Suppose we have both a deterministic encryption scheme \({\sf Enc}^D\) and a standard CPA-secure (i.e., randomized) encryption scheme \({\sf Enc}^R\).

We can then create an encrypted database \({\sf EDB}\) as follows. For each document \(D_i\) in the collection \((D_1, \dots, D_n)\), the client computes deterministic encryptions of each keyword of \(D_i\). Assuming each document \(D_i\) has \(m\) keywords \((w_{i,1}, \dots, w_{i,m})\), the {\sf EDB} then simply consists of \(n\) tuples

\[ r_i = (d_{i,1}, \dots, d_{i,m}, {\sf ptr}(c_i)), \]

where \(d_{i,j} = {\sf Enc}^D_{K_2}(w_{i,j})\), \(c_i = {\sf Enc}^R_{K_1}(D_i)\) and \({\sf ptr}(c_i)\) is a pointer to ciphertext \(c_i\).

Recall that in our setting, the client sends the encrypted database

\[ {\sf EDB} = (r_1, \dots, r_n) \]

to the server along with the randomized encryptions of the documents \((c_1, \dots, c_n)\).

To search for keyword \(w\), the client just sends a deterministic encryption of \(w\) to the server. This encryption of the keyword, \(d_w = {\sf Enc}^D_{K_1}(w)\), will serve as the token. Now all the server has to do is compare \(d_w\) to all the deterministic encryptions in \({\sf EDB}\). If \(d_w\) is equal to any of them, the server follows the corresponding pointer and returns the encrypted document. In other words, for all \(1 \leq i \leq n\) and \(1 \leq j \leq m\), the server tests if \(d_w = d_{i,j}\) and if they are equal it follows \({\sf ptr}(c_i)\) and returns \(c_i\).
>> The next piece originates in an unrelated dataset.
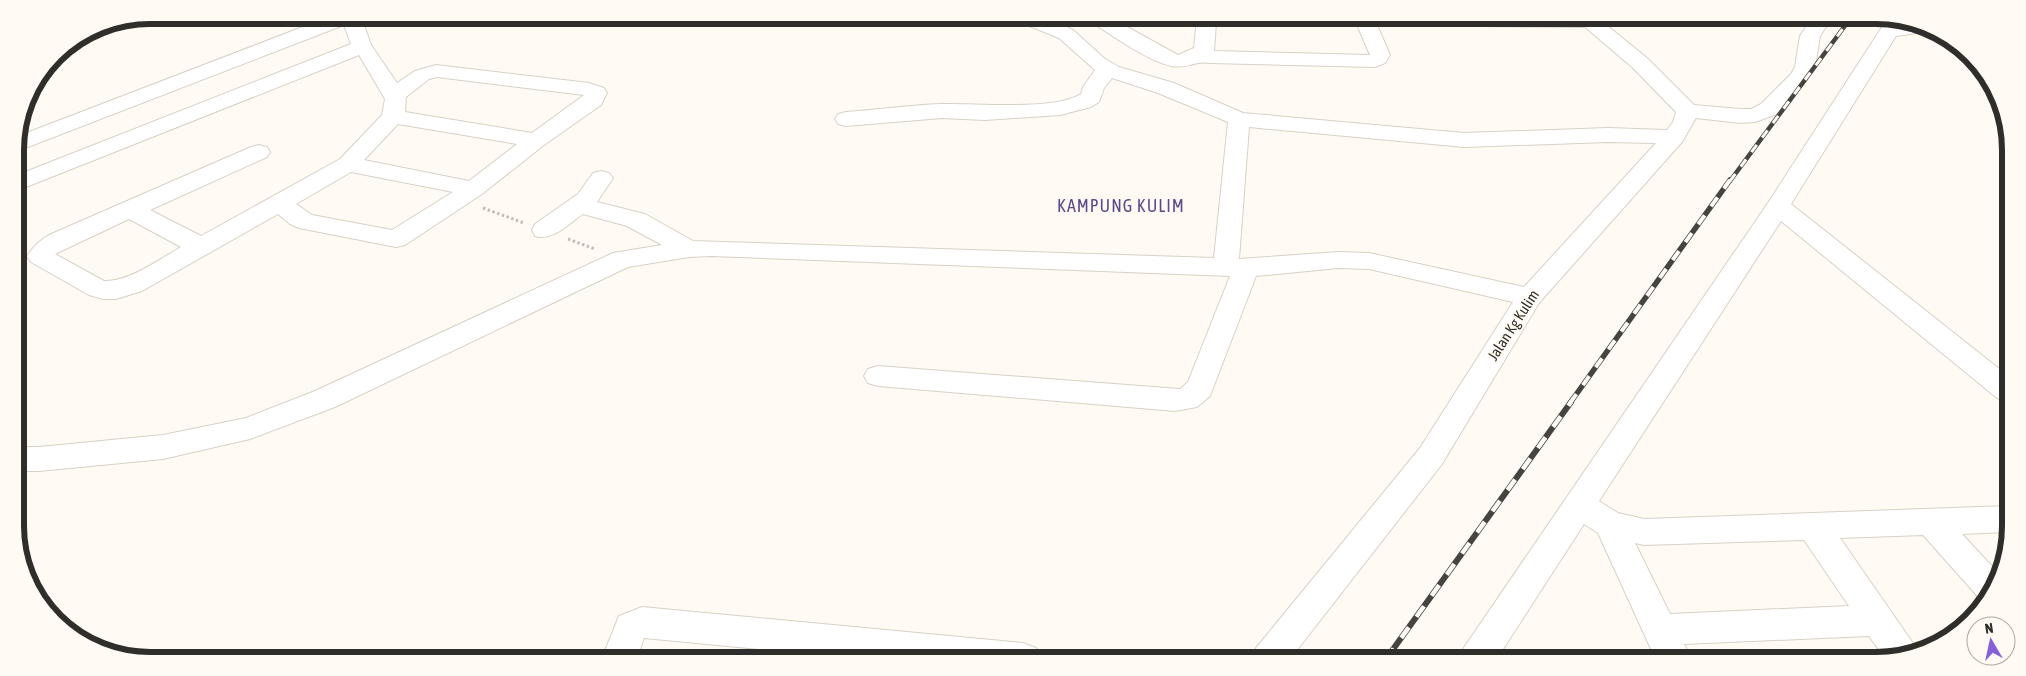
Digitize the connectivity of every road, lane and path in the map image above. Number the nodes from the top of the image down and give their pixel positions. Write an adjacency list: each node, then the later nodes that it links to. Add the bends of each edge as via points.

This clearly works but there is a limitation in the way the scheme is described: the search time for the server is \(O(nm)\), i.e., linear in the number of documents (let's just assume \(m\) is very small here). Obviously, linear-time search is too slow for practice but in reality this is not a problem because we can just store the deterministic encryptions of \({\sf EDB}\) in data structures that support fast search (e.g., a binary search tree) so that search can be performed very quickly (e.g., in time \(O(\log(n))\).

## Is This Secure?

As we've seen, PPE-based solutions can achieve fast (i.e., sub-linear) server-side encrypted search. They do, however, have some limitations with respect to security as discussed and formalized by Bellare et al.

The first problem is that the encrypted database \({\sf EDB}\) leaks quite a bit of information to the server about the data collection---even before the client has performed any searches. In particular, recall that the keywords in \({\sf EDB}\) are encrypted using a deterministic encryption scheme so the same keyword \(w\) will always encrypt to the same ciphertext.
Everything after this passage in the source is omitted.